An 11-month-old boy presented with features of congestive cardiac failure. On clinical examination, the lower limb pulses were feeble when compared to the upper limb pulses. The baby was investigated for coarctation of aorta. Echocardiography made the diagnosis of coarctation of aorta, with severe pulmonary arterial hypertension. The patient also had a small atrial septal defect with left to right shunt. Computed tomography (CT) angiogram was performed to delineate the exact anatomy.

The baby was initially stabilized and planned for early coarctation repair. In view of poor collaterals and severe pulmonary arterial hypertension, it was decided to proceed with coarctation resection and end-to-end anastomosis after placing an arch of aorta to the descending thoracic aorta bypass circuit. This bypass circuit prevents the spinal cord ischemia. In this bypass circuit, a pump was not used.

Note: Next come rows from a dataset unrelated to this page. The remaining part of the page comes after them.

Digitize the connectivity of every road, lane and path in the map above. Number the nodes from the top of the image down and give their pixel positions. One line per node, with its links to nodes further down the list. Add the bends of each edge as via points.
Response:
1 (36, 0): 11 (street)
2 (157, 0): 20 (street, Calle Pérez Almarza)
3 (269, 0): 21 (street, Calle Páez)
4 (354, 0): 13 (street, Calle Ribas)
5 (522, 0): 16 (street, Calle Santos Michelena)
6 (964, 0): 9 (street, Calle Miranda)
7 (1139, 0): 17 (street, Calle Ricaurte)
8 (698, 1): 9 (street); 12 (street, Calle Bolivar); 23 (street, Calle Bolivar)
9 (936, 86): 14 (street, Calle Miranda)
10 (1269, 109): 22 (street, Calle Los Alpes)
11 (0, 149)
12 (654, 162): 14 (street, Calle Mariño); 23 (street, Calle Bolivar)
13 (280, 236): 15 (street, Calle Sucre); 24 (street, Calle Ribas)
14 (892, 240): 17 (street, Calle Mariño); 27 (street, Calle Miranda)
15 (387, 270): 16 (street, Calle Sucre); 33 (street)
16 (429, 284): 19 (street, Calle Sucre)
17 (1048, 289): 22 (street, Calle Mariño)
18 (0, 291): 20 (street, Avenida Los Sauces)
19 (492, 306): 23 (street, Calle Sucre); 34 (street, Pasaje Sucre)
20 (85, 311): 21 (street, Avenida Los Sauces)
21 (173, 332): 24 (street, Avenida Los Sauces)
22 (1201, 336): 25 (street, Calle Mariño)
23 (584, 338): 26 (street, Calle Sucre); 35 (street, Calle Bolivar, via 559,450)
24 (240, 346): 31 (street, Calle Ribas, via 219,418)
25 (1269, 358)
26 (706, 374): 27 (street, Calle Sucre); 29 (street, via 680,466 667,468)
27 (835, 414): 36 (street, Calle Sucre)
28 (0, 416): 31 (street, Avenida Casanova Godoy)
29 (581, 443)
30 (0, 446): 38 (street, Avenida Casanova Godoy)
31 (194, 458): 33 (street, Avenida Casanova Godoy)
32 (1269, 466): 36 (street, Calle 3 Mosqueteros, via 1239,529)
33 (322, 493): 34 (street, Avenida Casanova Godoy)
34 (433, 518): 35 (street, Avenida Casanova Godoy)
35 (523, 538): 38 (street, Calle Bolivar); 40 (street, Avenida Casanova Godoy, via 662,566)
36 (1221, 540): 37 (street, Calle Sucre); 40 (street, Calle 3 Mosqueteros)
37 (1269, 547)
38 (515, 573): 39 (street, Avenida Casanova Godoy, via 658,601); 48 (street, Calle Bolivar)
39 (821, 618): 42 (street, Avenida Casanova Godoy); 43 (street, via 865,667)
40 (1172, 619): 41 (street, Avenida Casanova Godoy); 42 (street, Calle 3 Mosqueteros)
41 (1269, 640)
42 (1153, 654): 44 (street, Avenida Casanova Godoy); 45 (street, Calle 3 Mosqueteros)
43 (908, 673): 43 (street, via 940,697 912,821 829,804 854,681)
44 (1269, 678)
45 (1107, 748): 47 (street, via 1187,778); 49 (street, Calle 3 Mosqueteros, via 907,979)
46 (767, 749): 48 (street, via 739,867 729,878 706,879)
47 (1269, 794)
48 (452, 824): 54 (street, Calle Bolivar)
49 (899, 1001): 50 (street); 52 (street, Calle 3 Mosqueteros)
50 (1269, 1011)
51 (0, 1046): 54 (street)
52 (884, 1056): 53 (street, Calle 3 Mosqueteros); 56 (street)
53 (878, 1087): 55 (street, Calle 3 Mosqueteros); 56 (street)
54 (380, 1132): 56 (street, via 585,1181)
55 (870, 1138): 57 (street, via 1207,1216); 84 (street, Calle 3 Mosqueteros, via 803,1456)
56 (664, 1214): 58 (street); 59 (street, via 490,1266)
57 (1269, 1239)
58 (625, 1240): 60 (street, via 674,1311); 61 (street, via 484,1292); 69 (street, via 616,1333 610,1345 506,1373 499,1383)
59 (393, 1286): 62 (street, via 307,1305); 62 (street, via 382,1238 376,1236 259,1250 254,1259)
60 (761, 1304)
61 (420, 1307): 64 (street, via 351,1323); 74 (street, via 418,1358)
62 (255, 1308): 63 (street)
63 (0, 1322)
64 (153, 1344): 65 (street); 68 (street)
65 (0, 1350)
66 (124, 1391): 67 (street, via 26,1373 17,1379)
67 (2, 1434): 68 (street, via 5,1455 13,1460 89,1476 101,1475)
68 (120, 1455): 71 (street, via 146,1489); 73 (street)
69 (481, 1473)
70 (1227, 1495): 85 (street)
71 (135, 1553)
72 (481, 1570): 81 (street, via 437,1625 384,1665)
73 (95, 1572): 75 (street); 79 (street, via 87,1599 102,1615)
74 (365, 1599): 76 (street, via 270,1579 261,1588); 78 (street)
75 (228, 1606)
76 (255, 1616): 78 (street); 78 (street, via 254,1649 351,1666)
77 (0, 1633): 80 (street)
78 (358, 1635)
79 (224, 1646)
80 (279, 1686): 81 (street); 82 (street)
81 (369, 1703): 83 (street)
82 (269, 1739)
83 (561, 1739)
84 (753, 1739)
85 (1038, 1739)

As described in the video, the patient was positioned in the right lateral position after induction with general anaesthesia. A femoral line and a radial arterial line were inserted before positioning to monitor the pressure difference across the coarctation and also to measure the adequacy of repair. Posterolateral thoracotomy was performed. The chest was entered via the fourth intercostal space. The lung was retracted medially, and the mediastinal pleura over the aorta was dissected. The distal arch and proximal descending thoracic aorta (DTA) was mobilized. The left subclavian artery, DTA, and arch of aorta were looped. During dissection, patent ductus arteriosus was present. It was not functional. It was doubly ligated and divided, to aid in mobilization of the aorta.

The next step was cannulation of the arch of aorta and DTA to establish the bypass circuit, after systemic heparinization. Once the arch to DTA bypass was established, the distal perfusion pressure improved to that of the precoarctation pressure. Then the aorta was clamped proximal and distal to the coarctation segment in such a way that the proximal clamp was placed distal to the arch cannulation site, and the distal clamp was placed proximal to the DTA cannulation site. The coarctation segment was resected till the normal portion of the aorta. In this case, the coarctation of the aorta was juxta ductal. After resection, end-to-end anastomosis was performed. Aortic clamps were removed and hemostasis was checked. The bypass circuit was clamped to check the pressure difference between the radial and femoral arterial lines. It was almost equal; this showed the adequacy of repair. Protamine was started and aortic cannulae were removed. Mediastinal pleura was closed over the aorta. The chest was closed in a routine way after placing an intercostal drainage tube.

The patient did well in the postoperative period and is doing well in follow-up.

Reference

  1. Christenson JT, Sierra J, Didier D, Beghetti M, Kalangos A. Repair of aortic coarctation using temporary ascending to descending aortic bypass in children with poor collateral circulation. Cardiol Young. 2004 Feb;14(1):39-45.